Social ticketing company Ticketfly is announcing a $12 million Series B round of financing from Root Music investor Mohr Davidow Ventures.  This Series B will bring the startup’s total funding to $15 million and other investors include High Peaks Venture Partners, Contour Venture Partners and angels Roger Ehrenberg and Howard Lindzon.

Ticketfly has an interesting origin story, the company’s co-founders sold their first startup, TicketWeb to industry leader Ticketmaster for $35 million in 2000 and then left that company in 2008 to form Ticketfly.

Seeing that Ticketmaster was missing out on a tremendous opportunity in social marketing and realizing that there was a market in catering to the small venues that didn’t feel right with having a competitor sell tickets (after Tickmaster merged with Live Nation), Ticketfly co-founders Andrew Dreskin and Dan Teree sought to provide people with a Ticketmaster alternative. “We sort of got the band back together for round two here,” Dreskin tells me.

The company, which makes money off service fees, is now the number two online concert ticketing platform, next to Ticketmaster and is on track to sell 2.5 million tickets this year. Ticketmaster by comparison sold 141 million tickets in 2008, the last time I could find any concrete sales numbers.

What sets Ticketfly apart from its main competitor is its emphasis on the social marketing  and analytics that currently drive ticket sales. It offers promoters a free website toolkit where they can create a Ticketfly Events page, integrated Concert site and Facebook Event in one fell swoop. Concert go-ers can buy tickets and share information about concerts directly from the Events page and a sites Ticketfly integration. Promoters can also set up the event to post concert updates to Twitter and Facebook automatically, without having to manually update.
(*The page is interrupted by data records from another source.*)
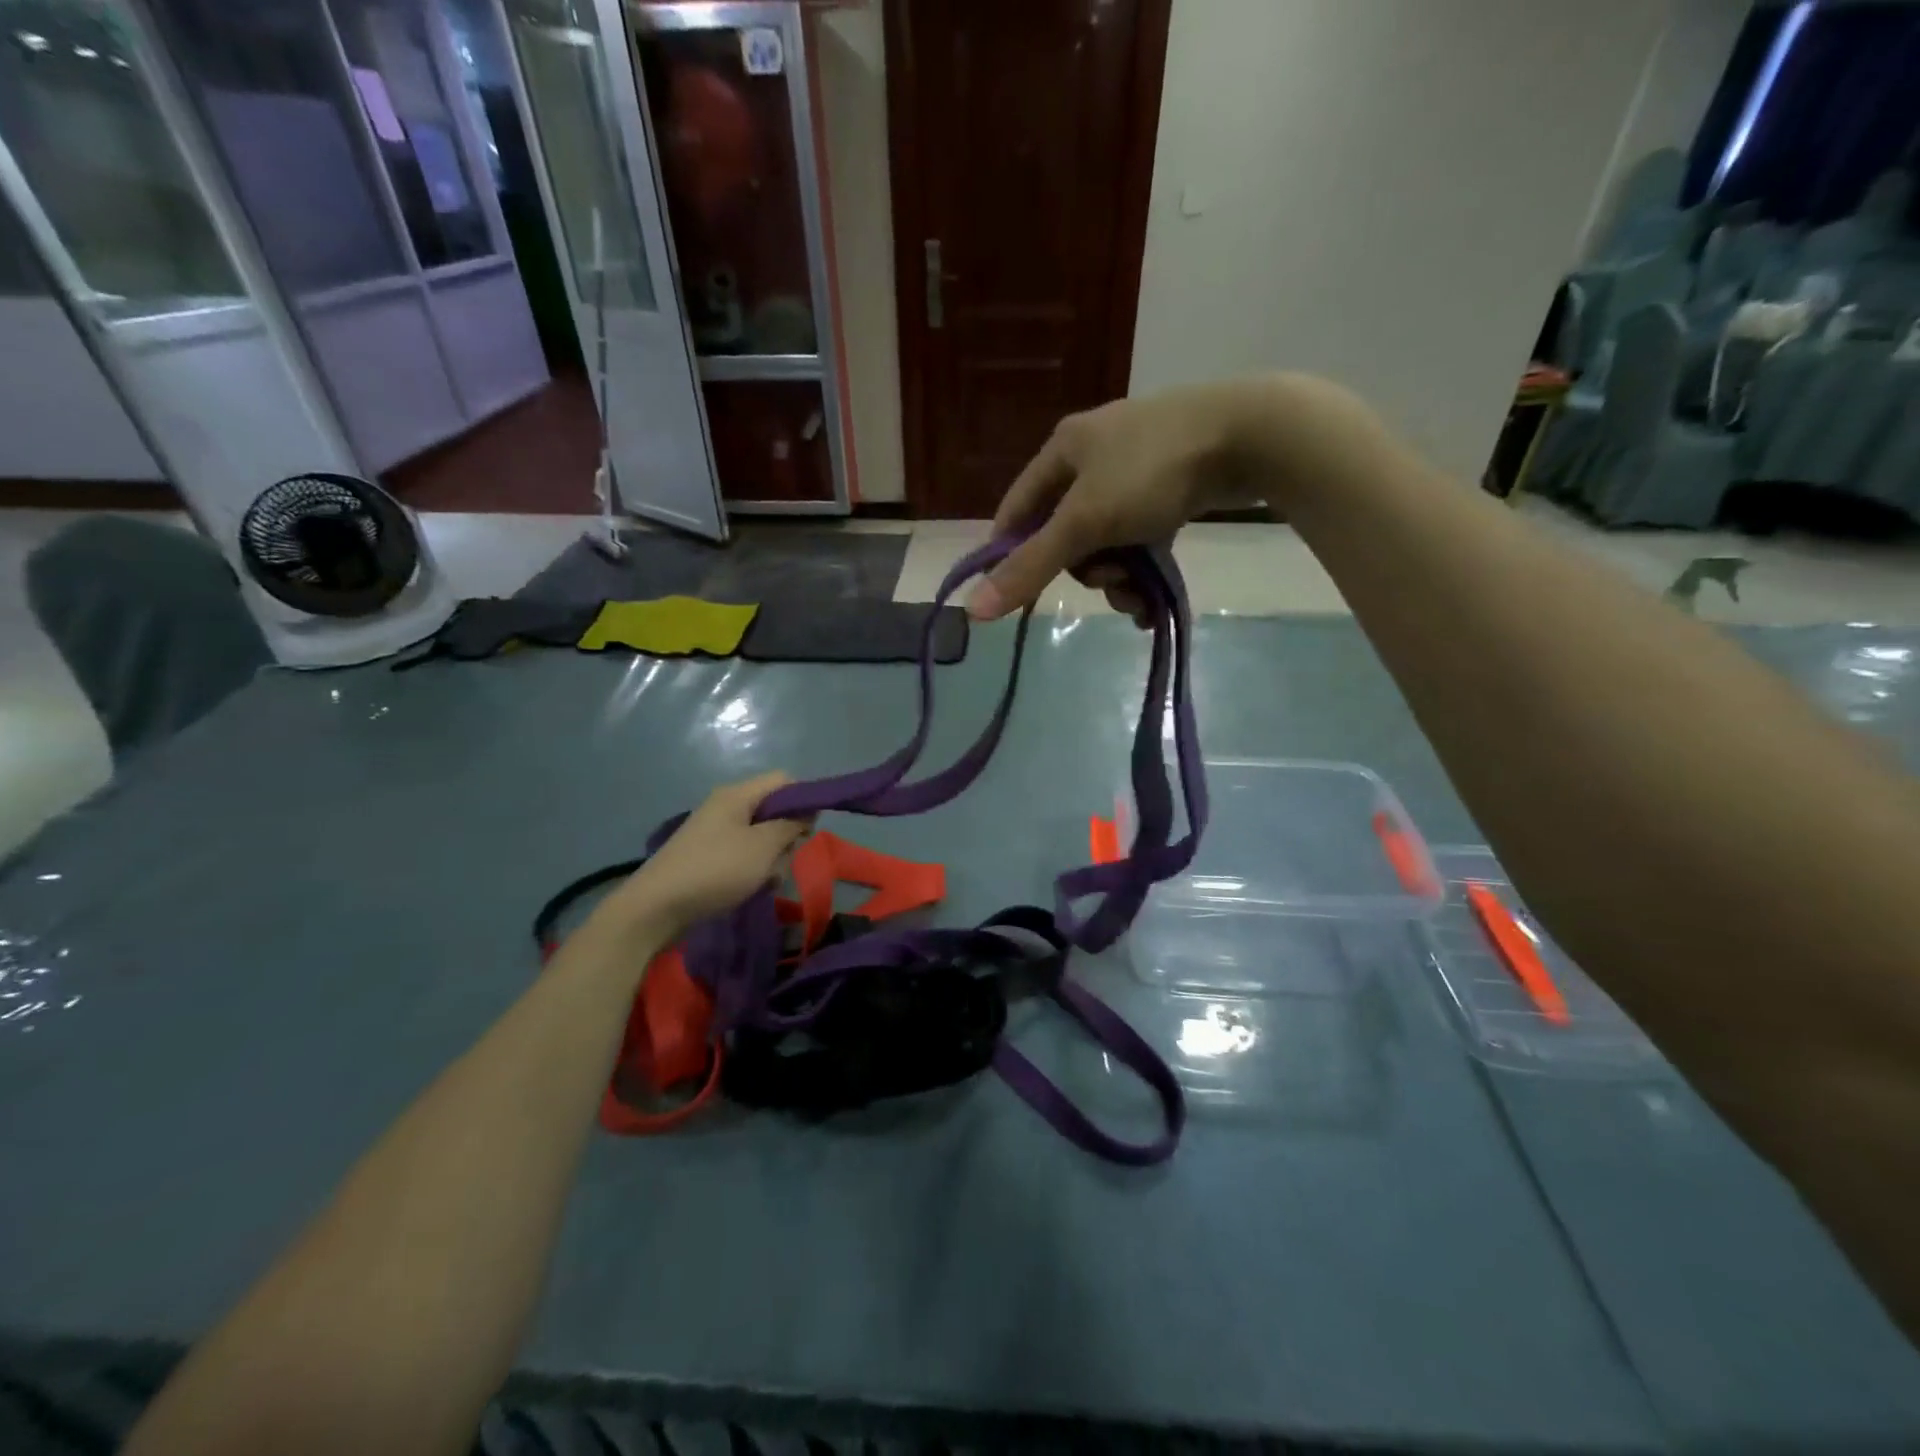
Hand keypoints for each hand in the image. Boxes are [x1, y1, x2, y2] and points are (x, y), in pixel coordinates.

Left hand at [615, 773, 810, 935]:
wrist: (656, 908)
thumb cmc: (716, 870)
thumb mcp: (763, 847)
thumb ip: (791, 824)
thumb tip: (806, 812)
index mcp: (737, 795)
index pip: (783, 781)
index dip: (803, 799)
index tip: (809, 830)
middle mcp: (725, 807)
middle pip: (773, 810)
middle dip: (787, 835)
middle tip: (783, 859)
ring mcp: (715, 832)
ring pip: (761, 837)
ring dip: (771, 858)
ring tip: (766, 880)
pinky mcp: (708, 856)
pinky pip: (743, 855)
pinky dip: (753, 870)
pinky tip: (752, 888)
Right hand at [966, 373, 1389, 622]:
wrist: (1250, 436)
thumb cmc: (1152, 472)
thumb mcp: (1084, 524)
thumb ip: (1030, 568)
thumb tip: (973, 611)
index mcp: (1063, 449)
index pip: (1016, 511)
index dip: (1012, 555)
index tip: (1020, 594)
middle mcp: (1093, 456)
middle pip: (1065, 534)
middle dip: (1086, 571)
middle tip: (1110, 581)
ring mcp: (1133, 472)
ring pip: (1106, 543)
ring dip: (1118, 580)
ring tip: (1140, 598)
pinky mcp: (1169, 489)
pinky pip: (1139, 539)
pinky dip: (1143, 569)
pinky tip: (1155, 599)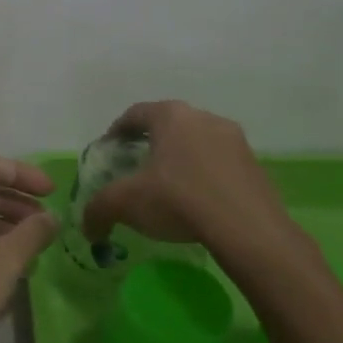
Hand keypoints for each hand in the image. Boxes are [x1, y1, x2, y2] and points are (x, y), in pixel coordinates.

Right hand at [80, 100, 298, 250]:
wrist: (247, 228)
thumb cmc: (178, 200)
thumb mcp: (126, 203)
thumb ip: (98, 209)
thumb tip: (88, 226)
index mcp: (171, 116)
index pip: (135, 114)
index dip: (117, 130)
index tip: (109, 149)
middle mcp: (203, 117)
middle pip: (169, 125)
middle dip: (150, 143)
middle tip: (137, 166)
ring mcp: (234, 139)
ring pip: (197, 142)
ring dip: (181, 158)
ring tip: (169, 186)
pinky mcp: (254, 164)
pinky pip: (220, 163)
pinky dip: (204, 175)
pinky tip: (198, 200)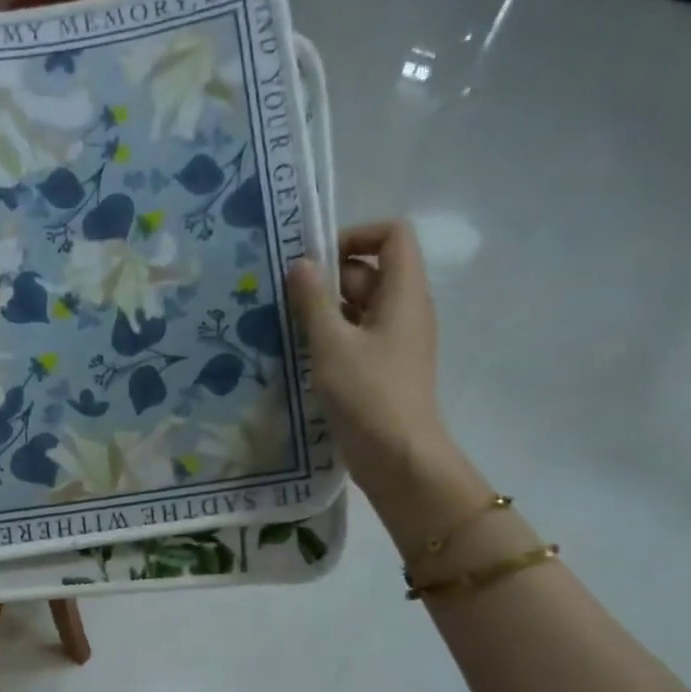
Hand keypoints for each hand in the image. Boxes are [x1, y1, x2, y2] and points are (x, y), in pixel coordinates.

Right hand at [287, 220, 448, 494]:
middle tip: (286, 297)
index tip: (317, 259)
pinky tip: (300, 354)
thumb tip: (302, 264)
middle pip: (371, 271)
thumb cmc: (367, 394)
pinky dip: (331, 337)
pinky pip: (357, 337)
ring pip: (360, 307)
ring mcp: (395, 341)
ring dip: (325, 310)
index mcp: (403, 293)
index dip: (356, 235)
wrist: (397, 456)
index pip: (393, 235)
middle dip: (329, 277)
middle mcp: (405, 310)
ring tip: (285, 326)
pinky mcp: (383, 369)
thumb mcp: (331, 344)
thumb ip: (314, 300)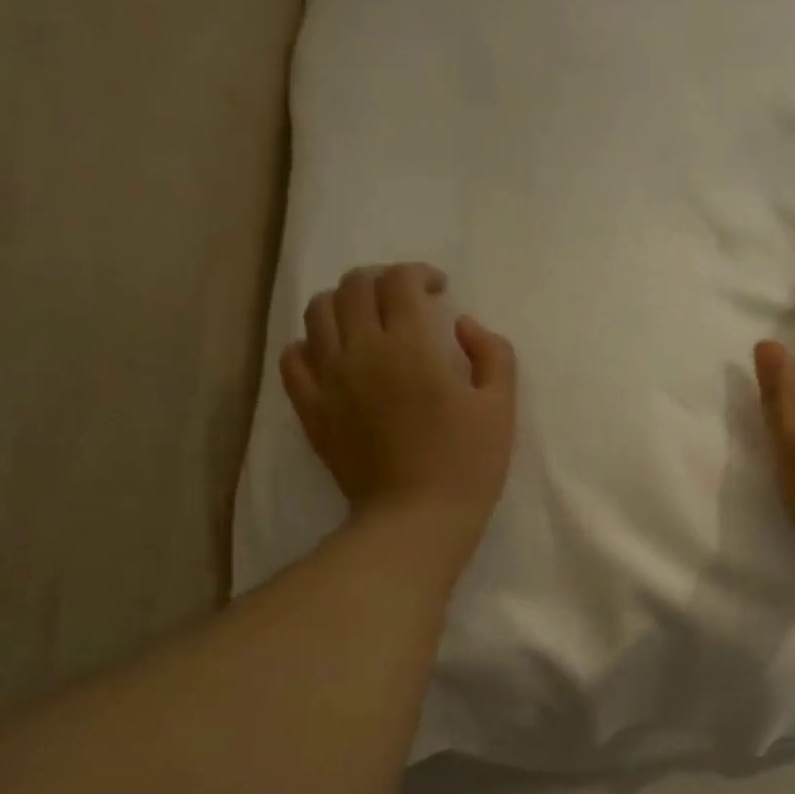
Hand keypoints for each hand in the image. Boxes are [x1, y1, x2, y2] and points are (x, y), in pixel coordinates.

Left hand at [281, 263, 516, 568]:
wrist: (416, 519)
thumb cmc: (467, 464)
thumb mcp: (501, 407)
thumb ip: (492, 354)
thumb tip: (464, 325)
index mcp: (410, 345)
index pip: (401, 282)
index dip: (420, 274)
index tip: (438, 290)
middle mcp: (361, 349)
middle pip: (356, 286)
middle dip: (383, 280)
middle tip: (405, 300)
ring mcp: (329, 378)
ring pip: (319, 312)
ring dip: (345, 303)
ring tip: (367, 320)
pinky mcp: (312, 408)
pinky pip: (293, 356)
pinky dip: (311, 343)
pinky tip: (333, 354)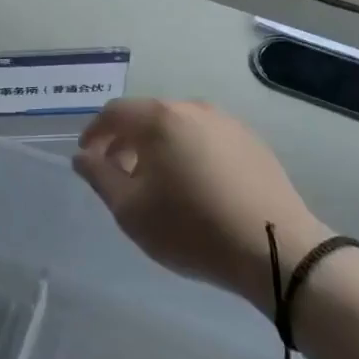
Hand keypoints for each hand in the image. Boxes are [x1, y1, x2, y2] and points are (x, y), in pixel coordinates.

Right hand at [73, 99, 328, 310]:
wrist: (275, 249)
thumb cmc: (191, 228)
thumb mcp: (131, 210)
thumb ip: (99, 177)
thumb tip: (83, 156)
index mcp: (159, 119)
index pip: (114, 113)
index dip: (94, 133)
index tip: (87, 158)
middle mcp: (192, 109)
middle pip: (147, 116)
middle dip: (126, 141)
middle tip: (119, 174)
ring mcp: (226, 122)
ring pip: (178, 127)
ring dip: (158, 147)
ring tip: (157, 183)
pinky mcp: (251, 141)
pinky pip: (206, 138)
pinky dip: (188, 152)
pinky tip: (194, 185)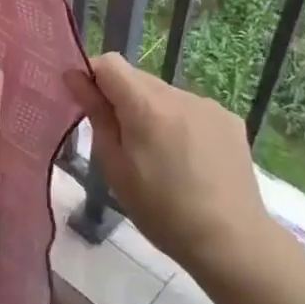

Ticketfly currently has over a 150 partnerships with venues including Austin City Limits and The Troubadour. In addition announcing funding, the company is releasing an artist database today with records for over 70,000 artists, which means that venues can have access to up to date artist content like photos and videos in order to spruce up their Events pages. In addition it now offers email newsletter integration, allowing venues to automatically populate their email newsletters with events data.

Dreskin will be using the financing to expand the Ticketfly platform and further integrate all elements of the ticketing experience. “The ticketing experience historically has been abysmal, just not that fun for consumers, so we seek to remedy that as well,” Dreskin adds.